How Employers Can Develop Great Leaders at Scale

Employers need great leaders but most struggle to develop consistent, effective leadership at all levels of the organization.

leadership - Training Magazine

From the front line to the C-suite, employers need great leaders, but most struggle to develop consistent, effective leadership at all levels of the organization.

Brandon Hall Group research reveals three high-level reasons:

  1. They lack an organization-wide leadership model for how leaders think and act.
  2. They often conflate management competencies with leadership competencies.
  3. They can’t effectively scale their leadership development.


The endgame is great leadership development at scale. What makes that difficult is a divide on whether leadership development should be conducted using one model of how leaders should think and act or multiple models based on a leadership level.

In our qualitative research, we regularly speak with organizations that believe front-line, mid-level, and senior leaders each require different leadership skill sets. Our research also shows that 55 percent of organizations believe that developing business and management competencies is more important for leaders than foundational leadership competencies such as emotional intelligence, coaching, and mentoring.

But the tide is turning. Developing an organization-wide leadership model tops the priority list for this year, according to our HCM Outlook 2021 Study.

Top Priorities to Improve Business Impact of Leadership Development in 2021


Leadership development, overall, is failing to develop the leaders needed to drive business results.

In our research, only 34 percent of organizations said they can prove their leadership program significantly impacts business results. That means they struggle to develop leaders who can help their organizations meet their business goals.


  • How do we deliver high-quality leadership training at scale?
  • What types of leaders are needed to make our organization successful?
  • As an organization, are we equipped to develop future leaders—and if not, why not?

Brandon Hall Group POV

Employers must build programs that develop leaders who can:

  1. Drive engagement across the organization while implementing an effective employee value proposition.
  2. Empower collaboration to drive business results.
  3. Drive a culture of diversity and inclusion.

That won’t happen with different leadership models at different levels of the organization. It’s hard enough to train an entire organization of leaders, let alone to do it with competing models—and multiple models cause inconsistency.

Conflating management and business competencies with leadership competencies is also counterproductive. Managers are authority figures; people follow their direction because they have to. People follow leaders because they want to. And leaders don’t have to be managers. Therefore, there needs to be a clear difference between management and leadership training.
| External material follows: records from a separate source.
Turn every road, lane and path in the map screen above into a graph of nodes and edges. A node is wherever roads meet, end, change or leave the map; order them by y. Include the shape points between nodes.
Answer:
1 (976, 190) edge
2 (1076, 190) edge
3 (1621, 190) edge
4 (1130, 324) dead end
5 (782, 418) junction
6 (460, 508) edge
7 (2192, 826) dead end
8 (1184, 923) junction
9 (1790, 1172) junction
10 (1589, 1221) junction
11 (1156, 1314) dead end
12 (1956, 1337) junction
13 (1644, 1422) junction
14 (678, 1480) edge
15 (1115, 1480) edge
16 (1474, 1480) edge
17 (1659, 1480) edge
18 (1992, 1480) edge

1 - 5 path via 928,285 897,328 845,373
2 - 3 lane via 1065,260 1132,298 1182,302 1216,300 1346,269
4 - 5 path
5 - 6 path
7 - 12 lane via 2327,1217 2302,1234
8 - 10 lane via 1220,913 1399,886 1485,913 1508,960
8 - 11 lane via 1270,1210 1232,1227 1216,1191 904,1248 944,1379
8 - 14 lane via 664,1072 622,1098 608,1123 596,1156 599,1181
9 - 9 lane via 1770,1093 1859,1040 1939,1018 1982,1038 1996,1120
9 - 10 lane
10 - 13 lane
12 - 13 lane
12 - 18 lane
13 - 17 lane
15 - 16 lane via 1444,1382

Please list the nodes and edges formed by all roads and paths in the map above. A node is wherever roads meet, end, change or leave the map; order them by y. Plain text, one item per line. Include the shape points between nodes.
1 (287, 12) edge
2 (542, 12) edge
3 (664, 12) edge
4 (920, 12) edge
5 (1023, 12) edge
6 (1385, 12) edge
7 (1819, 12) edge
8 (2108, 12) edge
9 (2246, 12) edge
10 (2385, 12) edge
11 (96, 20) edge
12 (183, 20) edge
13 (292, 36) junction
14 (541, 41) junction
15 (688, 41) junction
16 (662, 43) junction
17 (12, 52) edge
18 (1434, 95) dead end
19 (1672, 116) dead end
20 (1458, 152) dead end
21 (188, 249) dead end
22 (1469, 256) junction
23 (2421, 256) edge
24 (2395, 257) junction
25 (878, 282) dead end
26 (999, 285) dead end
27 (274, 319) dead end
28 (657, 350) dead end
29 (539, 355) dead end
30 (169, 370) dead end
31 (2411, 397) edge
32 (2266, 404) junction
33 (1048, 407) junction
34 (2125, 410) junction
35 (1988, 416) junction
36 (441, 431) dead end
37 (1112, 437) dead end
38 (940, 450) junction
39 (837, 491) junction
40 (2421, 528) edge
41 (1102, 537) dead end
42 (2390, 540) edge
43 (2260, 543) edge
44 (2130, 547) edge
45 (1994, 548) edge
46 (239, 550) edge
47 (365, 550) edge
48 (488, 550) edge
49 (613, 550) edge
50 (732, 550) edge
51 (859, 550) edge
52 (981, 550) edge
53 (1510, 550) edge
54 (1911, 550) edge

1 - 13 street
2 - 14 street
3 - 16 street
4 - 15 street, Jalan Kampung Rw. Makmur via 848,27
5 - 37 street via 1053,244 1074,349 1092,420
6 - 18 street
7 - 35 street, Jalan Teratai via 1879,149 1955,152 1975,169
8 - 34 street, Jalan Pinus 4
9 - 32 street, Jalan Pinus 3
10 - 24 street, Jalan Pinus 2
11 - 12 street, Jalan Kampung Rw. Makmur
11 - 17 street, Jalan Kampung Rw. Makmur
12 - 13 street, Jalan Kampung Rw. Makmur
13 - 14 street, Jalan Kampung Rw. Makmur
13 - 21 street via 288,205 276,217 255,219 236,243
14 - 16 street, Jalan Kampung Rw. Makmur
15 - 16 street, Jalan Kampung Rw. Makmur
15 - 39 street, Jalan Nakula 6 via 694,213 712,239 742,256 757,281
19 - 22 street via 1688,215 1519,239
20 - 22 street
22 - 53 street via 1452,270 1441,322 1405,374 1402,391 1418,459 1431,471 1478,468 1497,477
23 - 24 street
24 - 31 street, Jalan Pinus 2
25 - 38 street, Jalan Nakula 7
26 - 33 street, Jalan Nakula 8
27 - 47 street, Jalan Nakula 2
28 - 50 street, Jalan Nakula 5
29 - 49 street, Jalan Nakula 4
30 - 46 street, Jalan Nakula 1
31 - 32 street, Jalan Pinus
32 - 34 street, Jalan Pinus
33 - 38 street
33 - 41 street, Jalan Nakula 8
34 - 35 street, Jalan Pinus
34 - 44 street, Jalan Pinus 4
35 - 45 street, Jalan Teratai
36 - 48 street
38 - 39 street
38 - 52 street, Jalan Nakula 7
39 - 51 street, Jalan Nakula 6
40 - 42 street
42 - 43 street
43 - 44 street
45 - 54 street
Make no mistake: Leaders do need business and management competencies, but those are separate from leadership competencies, which are not at all “soft” as they often are called, but essential and foundational. Having a single set of leadership competencies provides a common base for other skills and competencies to be developed.

Take, for example, a major U.S.-based professional services organization. The firm has a three-year senior management academy for employees on the path to become partners/owners. The second and third years of the program are focused on building personal brands and business development skills. But guess what comes first: one full year of leader training focused on increasing proficiency on a universal set of leadership competencies that are also taught in lower-level development programs.

Leadership development at scale requires one leadership model, as well as an employee-centric approach to development that includes experiential and informal learning and time and resources for leaders to practice new leadership behaviors in a low-risk environment.

It also requires far more attention to developing leadership competencies in front-line and mid-level leaders—the ones who work most closely with individual contributors and, therefore, have the most direct impact on engaging and retaining talent.

Traditionally, organizations have focused heavily on senior leaders and executives. But the trend in recent years has been to focus more on emerging leaders and that trend intensified in the wake of COVID-19.